**WHAT YOU WILL DO**
Find the lines of data that contain the string "paths", then list them.

*** DATA SHOWN ***

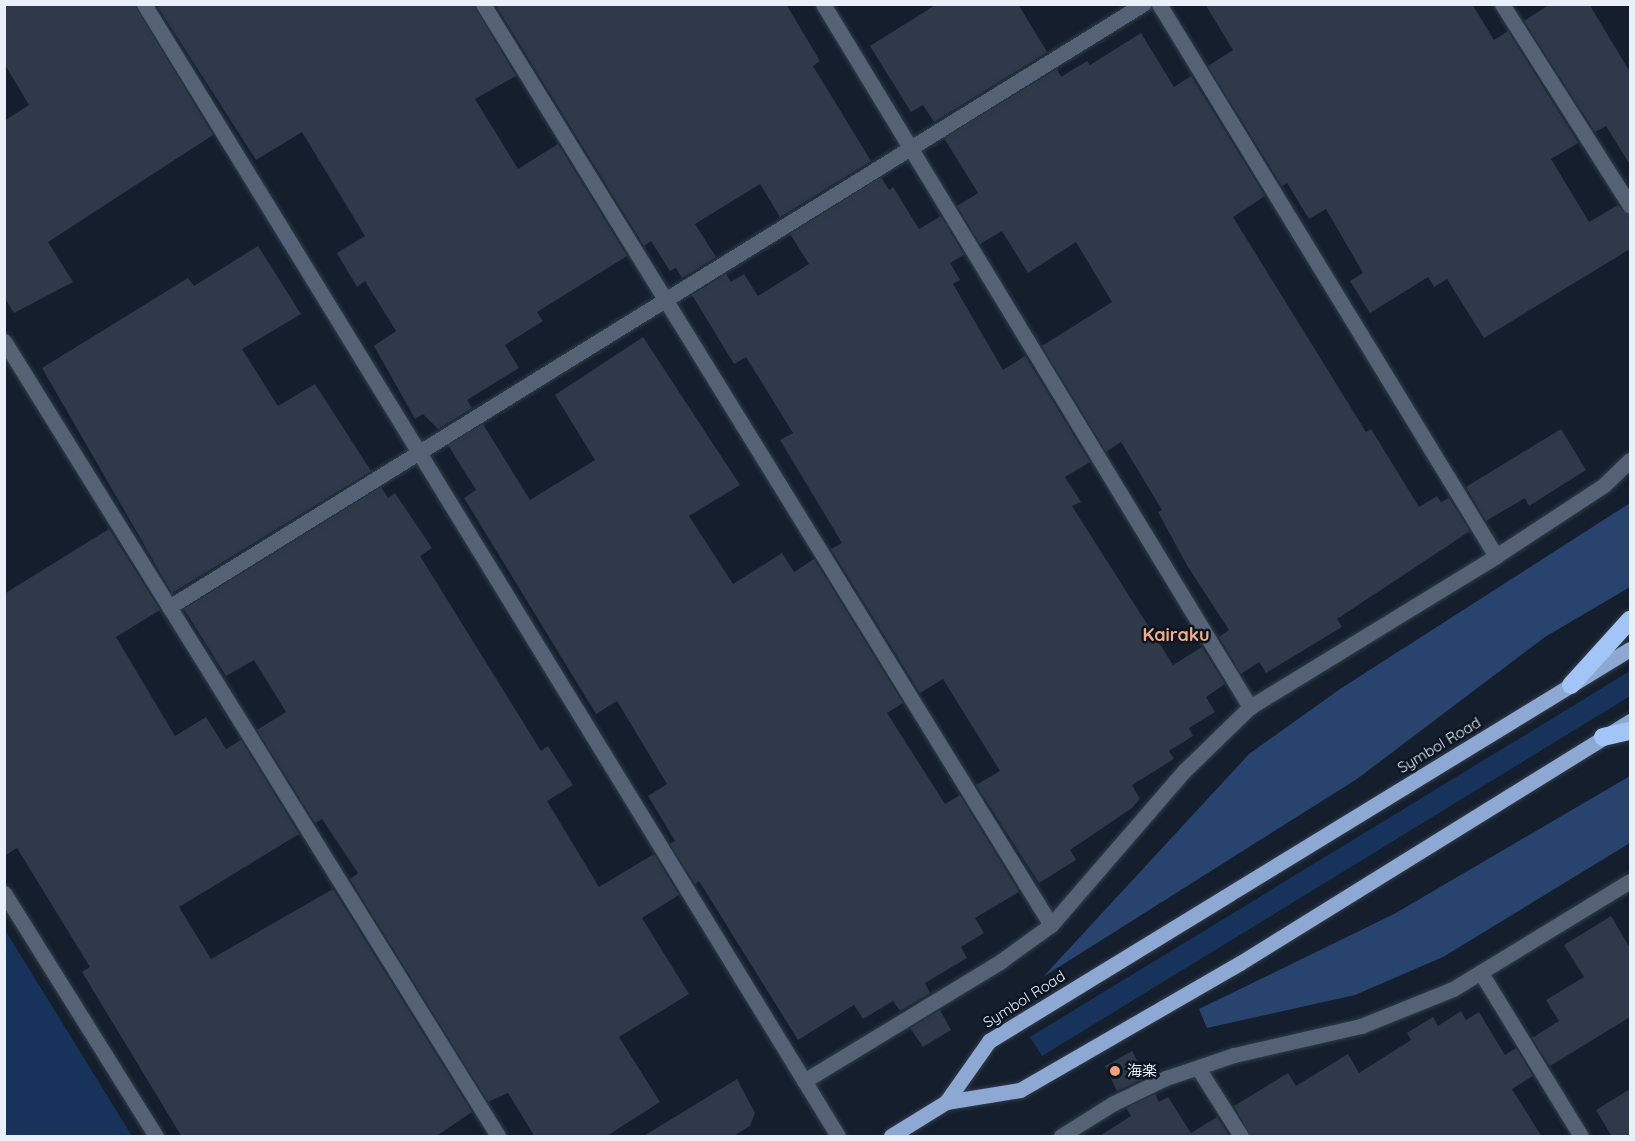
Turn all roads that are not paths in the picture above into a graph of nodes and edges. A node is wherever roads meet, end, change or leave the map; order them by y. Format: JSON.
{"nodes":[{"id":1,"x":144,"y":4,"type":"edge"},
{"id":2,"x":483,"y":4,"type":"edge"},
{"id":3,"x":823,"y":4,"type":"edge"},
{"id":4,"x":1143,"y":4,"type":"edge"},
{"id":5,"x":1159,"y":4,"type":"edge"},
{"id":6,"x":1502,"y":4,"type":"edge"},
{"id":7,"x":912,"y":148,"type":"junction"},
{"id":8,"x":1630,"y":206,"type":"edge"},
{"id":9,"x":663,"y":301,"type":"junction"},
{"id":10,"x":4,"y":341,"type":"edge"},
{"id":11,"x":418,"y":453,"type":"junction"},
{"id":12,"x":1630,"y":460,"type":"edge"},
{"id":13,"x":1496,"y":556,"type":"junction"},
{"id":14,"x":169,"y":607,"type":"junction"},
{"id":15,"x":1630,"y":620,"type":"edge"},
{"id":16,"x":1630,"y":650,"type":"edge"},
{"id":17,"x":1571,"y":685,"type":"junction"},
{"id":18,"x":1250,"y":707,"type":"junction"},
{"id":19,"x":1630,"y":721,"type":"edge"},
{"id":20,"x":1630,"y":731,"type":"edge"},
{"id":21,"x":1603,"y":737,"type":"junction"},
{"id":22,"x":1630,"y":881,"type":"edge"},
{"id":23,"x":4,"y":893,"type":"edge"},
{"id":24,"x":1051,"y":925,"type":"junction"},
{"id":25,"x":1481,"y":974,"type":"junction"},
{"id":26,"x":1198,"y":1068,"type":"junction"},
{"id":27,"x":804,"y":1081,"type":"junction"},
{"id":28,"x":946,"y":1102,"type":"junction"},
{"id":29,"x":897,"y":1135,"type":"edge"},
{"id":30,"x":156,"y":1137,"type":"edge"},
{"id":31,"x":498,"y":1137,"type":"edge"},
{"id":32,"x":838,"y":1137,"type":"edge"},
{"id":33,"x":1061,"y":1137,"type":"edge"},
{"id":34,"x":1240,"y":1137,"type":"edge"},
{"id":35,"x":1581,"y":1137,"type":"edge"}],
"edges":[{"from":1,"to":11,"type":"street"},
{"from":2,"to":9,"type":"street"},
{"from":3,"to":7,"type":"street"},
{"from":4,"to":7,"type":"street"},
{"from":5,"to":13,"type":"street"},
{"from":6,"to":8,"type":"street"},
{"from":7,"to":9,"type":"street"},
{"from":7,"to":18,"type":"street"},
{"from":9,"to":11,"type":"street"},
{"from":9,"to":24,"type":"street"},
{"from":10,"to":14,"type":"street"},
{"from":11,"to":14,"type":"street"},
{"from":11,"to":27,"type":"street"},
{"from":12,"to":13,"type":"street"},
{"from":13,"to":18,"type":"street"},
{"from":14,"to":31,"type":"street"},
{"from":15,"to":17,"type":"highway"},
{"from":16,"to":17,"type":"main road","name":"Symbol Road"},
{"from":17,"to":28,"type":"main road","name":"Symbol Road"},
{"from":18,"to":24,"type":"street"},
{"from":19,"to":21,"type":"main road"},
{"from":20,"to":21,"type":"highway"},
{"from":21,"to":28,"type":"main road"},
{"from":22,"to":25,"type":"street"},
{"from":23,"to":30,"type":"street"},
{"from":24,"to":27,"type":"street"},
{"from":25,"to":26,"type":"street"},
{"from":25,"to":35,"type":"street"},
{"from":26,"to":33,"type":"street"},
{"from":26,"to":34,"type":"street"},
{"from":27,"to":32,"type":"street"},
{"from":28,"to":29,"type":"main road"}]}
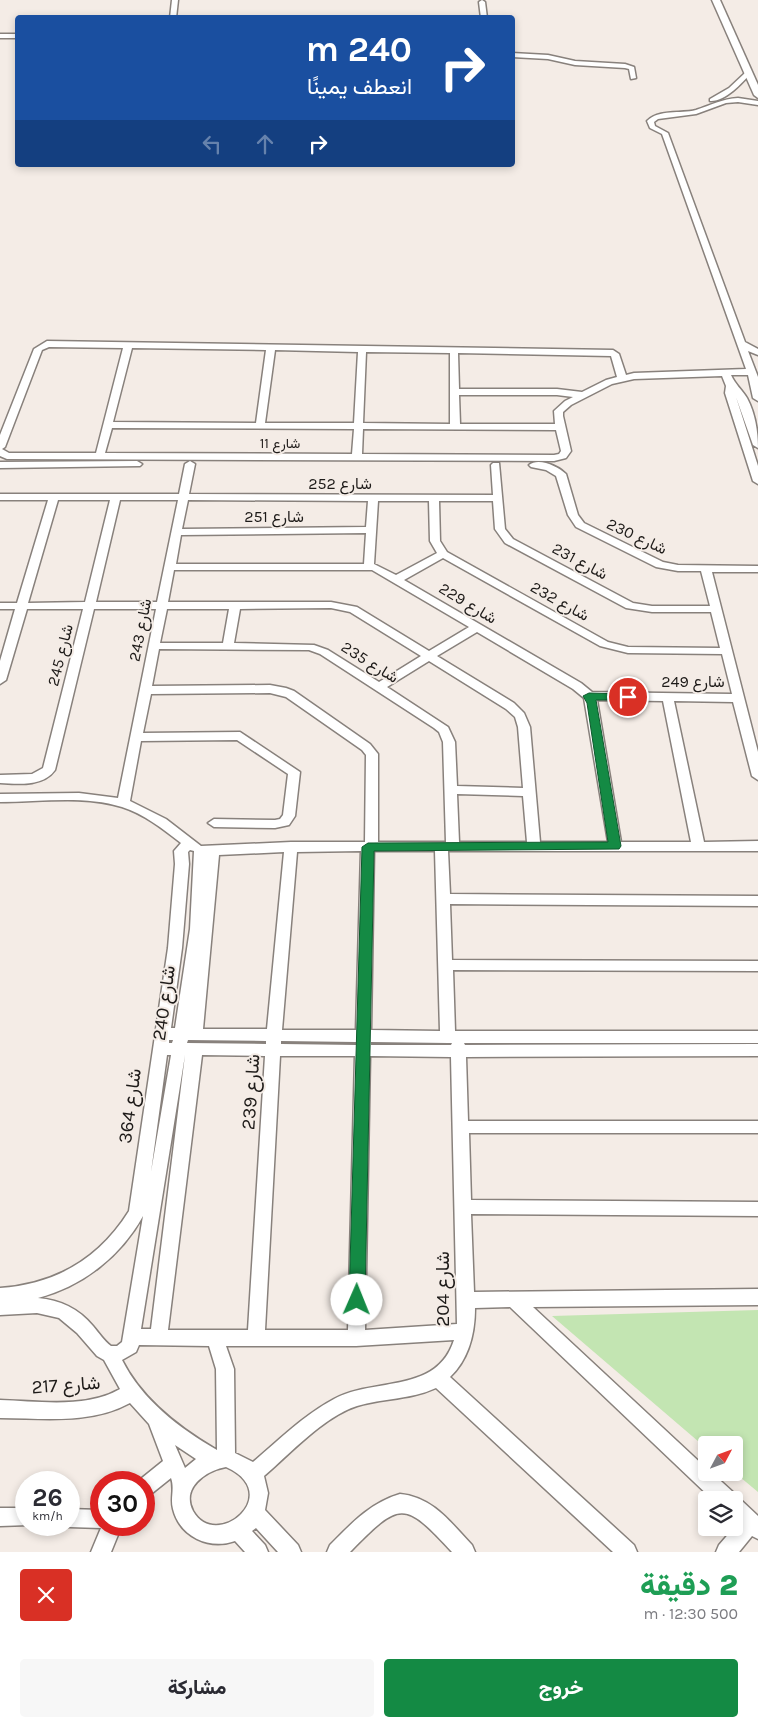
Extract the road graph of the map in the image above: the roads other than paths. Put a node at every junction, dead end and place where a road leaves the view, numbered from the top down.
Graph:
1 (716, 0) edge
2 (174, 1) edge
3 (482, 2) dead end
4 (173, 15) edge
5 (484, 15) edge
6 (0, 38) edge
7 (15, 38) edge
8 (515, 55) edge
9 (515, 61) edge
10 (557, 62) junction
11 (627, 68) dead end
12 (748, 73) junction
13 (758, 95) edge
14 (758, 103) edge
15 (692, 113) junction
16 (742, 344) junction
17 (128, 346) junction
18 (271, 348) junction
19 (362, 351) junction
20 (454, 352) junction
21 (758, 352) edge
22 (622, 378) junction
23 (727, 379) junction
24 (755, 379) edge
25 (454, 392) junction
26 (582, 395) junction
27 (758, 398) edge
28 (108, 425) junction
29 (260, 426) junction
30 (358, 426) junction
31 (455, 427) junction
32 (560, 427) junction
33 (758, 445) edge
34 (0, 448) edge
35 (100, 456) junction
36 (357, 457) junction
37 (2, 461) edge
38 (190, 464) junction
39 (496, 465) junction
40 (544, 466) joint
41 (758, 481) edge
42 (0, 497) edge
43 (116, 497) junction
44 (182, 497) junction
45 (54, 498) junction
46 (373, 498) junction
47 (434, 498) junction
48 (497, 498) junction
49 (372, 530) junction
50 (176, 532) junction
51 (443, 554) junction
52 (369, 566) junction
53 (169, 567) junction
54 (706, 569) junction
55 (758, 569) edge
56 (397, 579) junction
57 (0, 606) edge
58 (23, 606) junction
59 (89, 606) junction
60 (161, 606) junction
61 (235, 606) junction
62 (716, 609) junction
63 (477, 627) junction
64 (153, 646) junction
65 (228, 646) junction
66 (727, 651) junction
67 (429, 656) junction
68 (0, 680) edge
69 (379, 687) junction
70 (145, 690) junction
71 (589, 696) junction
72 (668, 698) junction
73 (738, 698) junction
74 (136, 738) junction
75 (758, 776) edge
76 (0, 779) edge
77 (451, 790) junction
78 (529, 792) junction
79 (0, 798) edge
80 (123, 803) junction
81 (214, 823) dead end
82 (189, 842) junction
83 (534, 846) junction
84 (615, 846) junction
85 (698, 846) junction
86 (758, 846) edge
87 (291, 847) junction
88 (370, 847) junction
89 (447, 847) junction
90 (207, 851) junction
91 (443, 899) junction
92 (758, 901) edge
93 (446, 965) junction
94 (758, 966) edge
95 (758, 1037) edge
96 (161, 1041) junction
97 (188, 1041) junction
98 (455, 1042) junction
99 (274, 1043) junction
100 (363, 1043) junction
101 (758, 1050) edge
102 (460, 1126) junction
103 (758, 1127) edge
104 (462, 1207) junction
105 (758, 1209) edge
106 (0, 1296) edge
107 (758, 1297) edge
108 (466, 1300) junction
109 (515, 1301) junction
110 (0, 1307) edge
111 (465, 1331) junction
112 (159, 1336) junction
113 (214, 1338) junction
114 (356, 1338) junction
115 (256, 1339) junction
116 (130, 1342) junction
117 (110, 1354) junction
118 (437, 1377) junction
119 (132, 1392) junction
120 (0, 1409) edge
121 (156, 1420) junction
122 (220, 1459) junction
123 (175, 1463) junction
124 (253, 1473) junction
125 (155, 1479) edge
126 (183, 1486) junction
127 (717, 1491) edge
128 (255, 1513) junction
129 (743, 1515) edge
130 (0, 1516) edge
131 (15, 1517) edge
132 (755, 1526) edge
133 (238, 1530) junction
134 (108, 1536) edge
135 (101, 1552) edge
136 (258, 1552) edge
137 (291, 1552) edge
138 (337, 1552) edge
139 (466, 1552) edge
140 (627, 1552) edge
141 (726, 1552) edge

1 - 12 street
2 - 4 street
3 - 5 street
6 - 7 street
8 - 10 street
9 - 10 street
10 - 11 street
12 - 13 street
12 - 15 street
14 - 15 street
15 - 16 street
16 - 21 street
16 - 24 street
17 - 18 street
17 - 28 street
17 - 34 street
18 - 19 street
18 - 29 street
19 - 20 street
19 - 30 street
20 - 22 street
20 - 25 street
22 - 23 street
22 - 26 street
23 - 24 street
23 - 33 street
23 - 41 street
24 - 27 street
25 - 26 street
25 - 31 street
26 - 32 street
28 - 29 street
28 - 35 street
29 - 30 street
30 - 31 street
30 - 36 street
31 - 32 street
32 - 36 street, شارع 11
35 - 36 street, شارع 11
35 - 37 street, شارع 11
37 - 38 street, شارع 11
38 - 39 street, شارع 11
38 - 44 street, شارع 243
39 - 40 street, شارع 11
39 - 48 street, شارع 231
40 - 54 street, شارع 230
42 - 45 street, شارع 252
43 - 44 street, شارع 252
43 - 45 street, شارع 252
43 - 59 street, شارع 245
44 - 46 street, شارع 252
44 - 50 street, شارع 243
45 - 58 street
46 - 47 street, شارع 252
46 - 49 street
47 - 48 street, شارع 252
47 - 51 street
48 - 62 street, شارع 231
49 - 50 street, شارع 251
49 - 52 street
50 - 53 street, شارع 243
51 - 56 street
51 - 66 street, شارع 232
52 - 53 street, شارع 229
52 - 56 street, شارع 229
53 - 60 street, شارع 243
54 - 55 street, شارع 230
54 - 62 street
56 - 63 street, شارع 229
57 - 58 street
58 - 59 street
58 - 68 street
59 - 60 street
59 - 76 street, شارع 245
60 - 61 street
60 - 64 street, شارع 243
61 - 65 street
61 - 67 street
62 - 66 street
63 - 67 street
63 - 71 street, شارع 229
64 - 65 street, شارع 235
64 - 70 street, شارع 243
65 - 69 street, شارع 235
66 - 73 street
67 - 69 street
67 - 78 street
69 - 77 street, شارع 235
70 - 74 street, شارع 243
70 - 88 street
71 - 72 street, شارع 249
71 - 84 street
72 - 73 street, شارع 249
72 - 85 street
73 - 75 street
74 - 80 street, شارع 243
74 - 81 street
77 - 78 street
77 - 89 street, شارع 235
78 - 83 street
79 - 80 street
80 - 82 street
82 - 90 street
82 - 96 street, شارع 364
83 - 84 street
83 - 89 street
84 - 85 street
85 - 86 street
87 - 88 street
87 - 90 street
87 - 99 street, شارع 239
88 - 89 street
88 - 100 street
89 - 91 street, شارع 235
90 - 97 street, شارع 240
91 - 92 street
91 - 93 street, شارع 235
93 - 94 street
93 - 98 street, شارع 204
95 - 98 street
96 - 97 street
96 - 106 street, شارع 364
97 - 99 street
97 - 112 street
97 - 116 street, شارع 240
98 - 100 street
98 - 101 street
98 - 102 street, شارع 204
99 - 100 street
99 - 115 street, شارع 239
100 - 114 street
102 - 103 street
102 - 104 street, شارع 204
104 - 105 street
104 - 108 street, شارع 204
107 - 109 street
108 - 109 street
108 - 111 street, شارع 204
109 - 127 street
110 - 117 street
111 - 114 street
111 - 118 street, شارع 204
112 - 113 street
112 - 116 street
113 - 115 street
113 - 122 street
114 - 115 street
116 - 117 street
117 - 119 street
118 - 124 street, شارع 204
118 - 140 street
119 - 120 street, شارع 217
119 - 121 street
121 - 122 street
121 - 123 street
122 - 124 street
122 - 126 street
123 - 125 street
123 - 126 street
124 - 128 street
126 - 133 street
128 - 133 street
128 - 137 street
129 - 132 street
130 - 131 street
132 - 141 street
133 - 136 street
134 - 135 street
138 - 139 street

***

**RESULT**
Turn all roads that are not paths in the picture above into a graph of nodes and edges. A node is wherever roads meet, end, change or leave the map; order them by y. Format: JSON.
Extract the road graph of the map in the image above: the roads other than paths. Put a node at every junction, dead end and place where a road leaves the view, numbered from the top down.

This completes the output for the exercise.